Economist Gary Hufbauer of the Institute of International Economics (Policy Briefing, April 2000) offers the following (excerpted) observations on the US-China trade deficit:

China's large bilateral trade surplus with the United States (correctly measured at $43 billion, not $68 billion) in 1999 represents neither a global pattern for China nor a net loss of production by the US economy. Unlike Japan, China does not run large and chronic global surpluses. China's bilateral surplus reflects China's ability to compete against and win business with the United States from third countries that had been exporting to the US market. China's bilateral surplus represents a shift of suppliers rather than an overall increase in US dependence on imports....A larger US trade deficit in manufactured goods is historically associated with higher manufacturing output, not the reverse....Manufacturing output and the trade deficit both rise when the US economy is doing well, and both fall when the economy is doing poorly....Manufactures output increases virtually dollar for dollar with manufactures exports /in data since 1990/..../C/ontrary to...mercantilist thinking...US manufactures output is virtually unaffected by overall changes in manufactures imports. Why? Because many manufactured imports serve as inputs to US manufactured goods....

Hufbauer continues:

When the US economy is exceptionally strong...the United States will have a larger trade deficit with the world. If the United States did not have a $43 billion trade deficit with China, it would have a larger trade deficit with other countries, such as Mexico or Korea. Even if, contrary to evidence, the overall US manufactures trade deficit was associated with lower manufactured output, the bilateral China deficit would have no independent significance.

From all of this, I would suggest the following as the key factors in the emergence and increase of the US-China trade imbalance:

  • The far greater size of the US economy and market, including per capita income differences. (it is also notable that, given the sizeable imbalance that has existed for some years, the rate of growth of US exports to China must be a substantial multiple of the rate of growth of Chinese exports to the US before the absolute merchandise trade imbalance between the two countries can fall.)
  • The exceptionally robust rate of US economic growth throughout most of the 1990s, which occasioned a massive growth in US imports from many countries;
  • China's success in displacing other developing country (and Asian) suppliers of imports to the US, and the repositioning of production facilities owned by Taiwanese, Hong Kong, Korean, Japanese, and other investors from those Asian production bases to the PRC.
  • A range of Chinese trade and investment obstacles, from tariffs and non-tariff barriers to bureaucratic inefficiencies, which have long had a dragging effect on international exports to China. These barriers have been the object of American government and business concern for many years. Most were objects of successful US negotiating efforts in the 1999 WTO Accession Agreement, and will be progressively reduced or eliminated following China's WTO accession.

As to the different size, content, and progression over time of China's bilateral trade balances with other major trading partners, I am not expert. Suffice it to say that in the Japanese case, factors of geographic proximity, prolonged stagnation in the Japanese economy, and relatively low levels of Japanese investment in China help to create a massive two-way trade relationship but a somewhat different profile.

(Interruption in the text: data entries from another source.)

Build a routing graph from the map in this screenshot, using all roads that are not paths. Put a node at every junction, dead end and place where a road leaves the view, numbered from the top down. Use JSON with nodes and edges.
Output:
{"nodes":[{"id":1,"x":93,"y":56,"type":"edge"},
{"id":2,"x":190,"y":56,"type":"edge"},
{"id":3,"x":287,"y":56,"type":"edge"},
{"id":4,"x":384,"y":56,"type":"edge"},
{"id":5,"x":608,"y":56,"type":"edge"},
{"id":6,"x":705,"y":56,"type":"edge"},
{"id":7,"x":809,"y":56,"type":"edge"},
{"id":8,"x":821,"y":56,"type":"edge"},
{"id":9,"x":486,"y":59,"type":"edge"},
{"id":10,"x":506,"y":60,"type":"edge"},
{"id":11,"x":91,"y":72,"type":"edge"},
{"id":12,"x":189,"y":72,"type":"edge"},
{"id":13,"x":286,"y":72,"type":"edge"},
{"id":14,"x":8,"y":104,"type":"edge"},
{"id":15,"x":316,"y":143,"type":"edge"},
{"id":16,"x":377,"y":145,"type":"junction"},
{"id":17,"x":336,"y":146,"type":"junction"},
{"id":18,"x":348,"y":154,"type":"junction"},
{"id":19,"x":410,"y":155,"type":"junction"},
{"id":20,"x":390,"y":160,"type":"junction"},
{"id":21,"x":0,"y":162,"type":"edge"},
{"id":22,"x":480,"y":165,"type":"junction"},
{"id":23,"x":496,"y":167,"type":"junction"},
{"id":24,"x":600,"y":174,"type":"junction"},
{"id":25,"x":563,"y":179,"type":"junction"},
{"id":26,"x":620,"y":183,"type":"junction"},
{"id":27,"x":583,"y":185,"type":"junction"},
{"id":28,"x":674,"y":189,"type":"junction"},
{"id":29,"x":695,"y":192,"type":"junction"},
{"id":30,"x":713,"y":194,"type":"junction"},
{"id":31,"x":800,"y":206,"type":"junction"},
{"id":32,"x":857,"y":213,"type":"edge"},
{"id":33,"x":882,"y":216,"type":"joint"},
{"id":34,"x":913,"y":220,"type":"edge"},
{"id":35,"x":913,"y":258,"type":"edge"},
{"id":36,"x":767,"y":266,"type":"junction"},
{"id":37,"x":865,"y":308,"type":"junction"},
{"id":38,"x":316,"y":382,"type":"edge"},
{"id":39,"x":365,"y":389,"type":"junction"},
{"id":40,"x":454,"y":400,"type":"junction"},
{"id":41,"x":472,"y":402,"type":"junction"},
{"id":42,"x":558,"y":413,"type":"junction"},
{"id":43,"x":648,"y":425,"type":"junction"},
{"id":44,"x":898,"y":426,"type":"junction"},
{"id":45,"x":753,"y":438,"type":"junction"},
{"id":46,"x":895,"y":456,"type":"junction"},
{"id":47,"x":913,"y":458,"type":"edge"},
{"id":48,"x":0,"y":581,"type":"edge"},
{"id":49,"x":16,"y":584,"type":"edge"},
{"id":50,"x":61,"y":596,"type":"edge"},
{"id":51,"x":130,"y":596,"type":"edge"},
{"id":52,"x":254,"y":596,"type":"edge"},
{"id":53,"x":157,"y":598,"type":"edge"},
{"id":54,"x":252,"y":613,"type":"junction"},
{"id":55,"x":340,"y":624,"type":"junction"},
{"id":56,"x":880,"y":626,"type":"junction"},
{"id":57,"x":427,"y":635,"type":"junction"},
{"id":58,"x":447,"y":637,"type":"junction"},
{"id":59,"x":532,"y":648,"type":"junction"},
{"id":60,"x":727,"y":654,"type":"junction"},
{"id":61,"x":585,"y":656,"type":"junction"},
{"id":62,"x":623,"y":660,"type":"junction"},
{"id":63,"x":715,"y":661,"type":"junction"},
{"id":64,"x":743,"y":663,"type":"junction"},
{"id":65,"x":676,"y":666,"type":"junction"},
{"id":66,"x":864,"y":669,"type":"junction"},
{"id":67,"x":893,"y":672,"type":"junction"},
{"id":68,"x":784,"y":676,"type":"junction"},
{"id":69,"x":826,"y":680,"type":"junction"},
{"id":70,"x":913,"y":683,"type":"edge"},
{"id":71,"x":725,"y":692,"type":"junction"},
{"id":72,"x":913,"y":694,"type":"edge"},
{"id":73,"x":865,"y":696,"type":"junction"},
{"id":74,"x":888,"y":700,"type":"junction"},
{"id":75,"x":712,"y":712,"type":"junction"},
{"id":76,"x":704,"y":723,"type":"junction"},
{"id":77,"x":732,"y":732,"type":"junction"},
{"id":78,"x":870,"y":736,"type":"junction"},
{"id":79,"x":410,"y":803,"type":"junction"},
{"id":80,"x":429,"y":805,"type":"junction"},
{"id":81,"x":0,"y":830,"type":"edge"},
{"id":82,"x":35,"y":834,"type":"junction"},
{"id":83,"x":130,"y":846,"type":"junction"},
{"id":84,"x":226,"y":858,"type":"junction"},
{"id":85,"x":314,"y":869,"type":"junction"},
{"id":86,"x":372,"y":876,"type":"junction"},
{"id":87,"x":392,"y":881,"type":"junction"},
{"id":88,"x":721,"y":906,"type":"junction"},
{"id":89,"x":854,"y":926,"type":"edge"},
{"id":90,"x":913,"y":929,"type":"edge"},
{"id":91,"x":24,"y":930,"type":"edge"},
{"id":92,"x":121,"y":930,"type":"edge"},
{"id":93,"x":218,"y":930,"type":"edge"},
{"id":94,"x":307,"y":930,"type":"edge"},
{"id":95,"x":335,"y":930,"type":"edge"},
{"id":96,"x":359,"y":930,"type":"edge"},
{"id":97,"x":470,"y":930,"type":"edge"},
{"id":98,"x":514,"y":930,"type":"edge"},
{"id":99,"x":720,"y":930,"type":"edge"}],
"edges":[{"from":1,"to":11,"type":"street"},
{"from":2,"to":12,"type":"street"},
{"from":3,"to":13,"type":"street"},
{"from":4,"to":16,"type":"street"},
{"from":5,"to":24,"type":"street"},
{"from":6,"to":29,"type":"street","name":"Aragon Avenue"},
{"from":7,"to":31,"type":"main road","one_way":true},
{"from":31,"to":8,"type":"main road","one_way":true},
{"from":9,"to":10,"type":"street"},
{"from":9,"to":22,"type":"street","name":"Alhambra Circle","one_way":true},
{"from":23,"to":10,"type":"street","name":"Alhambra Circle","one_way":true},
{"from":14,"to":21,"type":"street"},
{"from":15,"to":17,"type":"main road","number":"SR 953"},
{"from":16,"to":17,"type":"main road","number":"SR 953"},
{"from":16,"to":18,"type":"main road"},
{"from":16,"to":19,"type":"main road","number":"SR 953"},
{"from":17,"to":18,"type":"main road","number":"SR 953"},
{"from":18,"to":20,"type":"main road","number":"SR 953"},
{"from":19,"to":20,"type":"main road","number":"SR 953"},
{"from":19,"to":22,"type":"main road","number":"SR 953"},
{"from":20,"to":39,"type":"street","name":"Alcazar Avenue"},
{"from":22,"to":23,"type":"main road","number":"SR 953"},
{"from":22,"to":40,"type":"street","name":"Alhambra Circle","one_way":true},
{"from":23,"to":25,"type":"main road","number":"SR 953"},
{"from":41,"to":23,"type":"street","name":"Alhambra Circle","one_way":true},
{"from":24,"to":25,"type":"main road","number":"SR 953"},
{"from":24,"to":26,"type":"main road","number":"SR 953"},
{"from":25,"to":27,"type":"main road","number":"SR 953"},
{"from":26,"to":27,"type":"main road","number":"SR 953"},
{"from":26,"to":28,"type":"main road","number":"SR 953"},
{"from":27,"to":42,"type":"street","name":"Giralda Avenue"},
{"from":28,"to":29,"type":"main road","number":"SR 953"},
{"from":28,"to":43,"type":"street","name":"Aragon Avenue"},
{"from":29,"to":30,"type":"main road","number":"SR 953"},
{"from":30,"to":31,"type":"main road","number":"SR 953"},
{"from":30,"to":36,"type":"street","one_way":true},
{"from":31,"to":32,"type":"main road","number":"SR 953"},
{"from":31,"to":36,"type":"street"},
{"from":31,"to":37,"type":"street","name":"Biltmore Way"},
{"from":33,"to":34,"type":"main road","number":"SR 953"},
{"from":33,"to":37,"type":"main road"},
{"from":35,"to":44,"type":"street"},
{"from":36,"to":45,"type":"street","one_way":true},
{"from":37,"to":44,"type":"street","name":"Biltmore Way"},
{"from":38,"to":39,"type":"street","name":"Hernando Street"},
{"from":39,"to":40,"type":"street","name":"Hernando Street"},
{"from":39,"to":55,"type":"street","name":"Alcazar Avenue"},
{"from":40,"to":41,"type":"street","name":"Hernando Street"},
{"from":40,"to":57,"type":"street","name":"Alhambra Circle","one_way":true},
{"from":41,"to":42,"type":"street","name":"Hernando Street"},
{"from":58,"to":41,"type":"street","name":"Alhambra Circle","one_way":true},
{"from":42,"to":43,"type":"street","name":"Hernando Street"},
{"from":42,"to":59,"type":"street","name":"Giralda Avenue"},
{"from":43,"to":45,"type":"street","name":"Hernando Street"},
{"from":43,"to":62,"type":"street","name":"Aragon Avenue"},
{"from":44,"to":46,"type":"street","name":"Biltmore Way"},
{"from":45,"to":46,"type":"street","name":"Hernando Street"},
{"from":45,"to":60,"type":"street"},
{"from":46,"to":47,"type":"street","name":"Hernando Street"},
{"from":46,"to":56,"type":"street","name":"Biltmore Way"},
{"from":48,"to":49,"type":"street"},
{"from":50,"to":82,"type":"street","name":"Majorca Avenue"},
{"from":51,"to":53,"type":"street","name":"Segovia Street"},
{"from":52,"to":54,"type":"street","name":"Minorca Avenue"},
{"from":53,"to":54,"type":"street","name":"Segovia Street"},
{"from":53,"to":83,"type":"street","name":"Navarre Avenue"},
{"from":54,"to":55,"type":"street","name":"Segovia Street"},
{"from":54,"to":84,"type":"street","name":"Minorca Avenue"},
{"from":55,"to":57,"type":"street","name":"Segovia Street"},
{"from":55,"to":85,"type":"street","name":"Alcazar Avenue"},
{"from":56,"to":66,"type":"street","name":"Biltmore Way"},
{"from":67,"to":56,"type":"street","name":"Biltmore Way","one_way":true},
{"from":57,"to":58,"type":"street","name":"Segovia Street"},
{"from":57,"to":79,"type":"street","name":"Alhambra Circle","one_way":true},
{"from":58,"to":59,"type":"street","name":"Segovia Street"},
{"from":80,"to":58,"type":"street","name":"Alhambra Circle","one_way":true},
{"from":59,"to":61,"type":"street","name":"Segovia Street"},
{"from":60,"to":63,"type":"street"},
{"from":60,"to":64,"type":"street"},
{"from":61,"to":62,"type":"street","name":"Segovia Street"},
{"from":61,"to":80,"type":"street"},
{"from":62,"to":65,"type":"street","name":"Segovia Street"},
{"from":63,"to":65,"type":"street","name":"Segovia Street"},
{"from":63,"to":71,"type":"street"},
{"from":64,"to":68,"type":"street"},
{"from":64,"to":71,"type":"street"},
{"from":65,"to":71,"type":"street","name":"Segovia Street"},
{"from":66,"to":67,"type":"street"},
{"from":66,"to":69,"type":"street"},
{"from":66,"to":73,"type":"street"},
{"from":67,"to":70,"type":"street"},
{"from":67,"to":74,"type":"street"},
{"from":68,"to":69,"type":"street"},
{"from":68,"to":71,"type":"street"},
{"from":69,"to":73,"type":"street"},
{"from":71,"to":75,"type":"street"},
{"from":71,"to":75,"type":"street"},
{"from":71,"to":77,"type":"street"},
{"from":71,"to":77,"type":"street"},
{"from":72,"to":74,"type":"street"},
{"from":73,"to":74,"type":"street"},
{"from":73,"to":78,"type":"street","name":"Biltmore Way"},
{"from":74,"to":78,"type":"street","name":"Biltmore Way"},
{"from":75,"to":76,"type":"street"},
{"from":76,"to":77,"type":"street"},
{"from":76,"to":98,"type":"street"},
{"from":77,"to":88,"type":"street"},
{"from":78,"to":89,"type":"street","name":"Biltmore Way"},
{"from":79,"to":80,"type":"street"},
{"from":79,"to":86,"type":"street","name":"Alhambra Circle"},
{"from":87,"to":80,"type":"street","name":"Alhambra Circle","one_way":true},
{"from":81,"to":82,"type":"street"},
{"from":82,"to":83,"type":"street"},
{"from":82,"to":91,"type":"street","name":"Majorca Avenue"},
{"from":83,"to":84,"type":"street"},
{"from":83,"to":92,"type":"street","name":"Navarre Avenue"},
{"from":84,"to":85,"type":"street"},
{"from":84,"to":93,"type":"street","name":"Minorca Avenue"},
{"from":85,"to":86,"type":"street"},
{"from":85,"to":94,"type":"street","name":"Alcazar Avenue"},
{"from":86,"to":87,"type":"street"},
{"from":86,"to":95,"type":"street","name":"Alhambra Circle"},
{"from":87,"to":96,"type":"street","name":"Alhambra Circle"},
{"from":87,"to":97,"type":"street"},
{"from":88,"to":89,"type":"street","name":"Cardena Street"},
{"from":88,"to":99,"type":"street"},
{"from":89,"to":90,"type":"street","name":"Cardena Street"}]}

European Union trade with China has seen the sharp increase in the EU merchandise trade deficit with China in recent years, but again, one suspects that sluggish growth in the EU economies, the relatively low levels of Chinese trade with many EU members other than Germany, France, and Britain, and in some cases the relatively high barriers to Chinese imports erected by certain EU economies contribute to a unique Sino-European trade profile. Crude monocausal analyses of the differences between US-China and Sino-European or Sino-Japanese trading patterns would be misleading.

  • Whether differences are apparent in the pattern of merchandise trade between the US and China, on the one hand, and China and other major trading partners on the other, and whether such differences have implications for US national security.

US national security lies, in part, in successful competition by American companies in major international markets. To the extent that US investment in China, directed toward the growing Chinese market, is replaced by European or Japanese investment; to the extent that the US might fail to avail itself of market-opening opportunities made available to Europe and Japan as China enters the WTO; to the extent that US providers of transportation equipment (including but not limited to aircraft and automobiles) telecommunications equipment, information technology products, industrial inputs, agricultural commodities, agricultural and other chemicals, financial services, distribution services, after-sales services for manufactured products, audio-visual services and other products of US economic strength cede their opportunities in China to their European and Japanese competitors, the national security implications for the United States are unlikely to be positive. That is particularly true if Japanese and European corporations establish themselves as dependable, preferred, long-term suppliers to Chinese economic sectors whose development relies on twenty- or fifty-year supplier-customer relationships, such as the civil aviation sector, the energy sector, or the telecommunications sector.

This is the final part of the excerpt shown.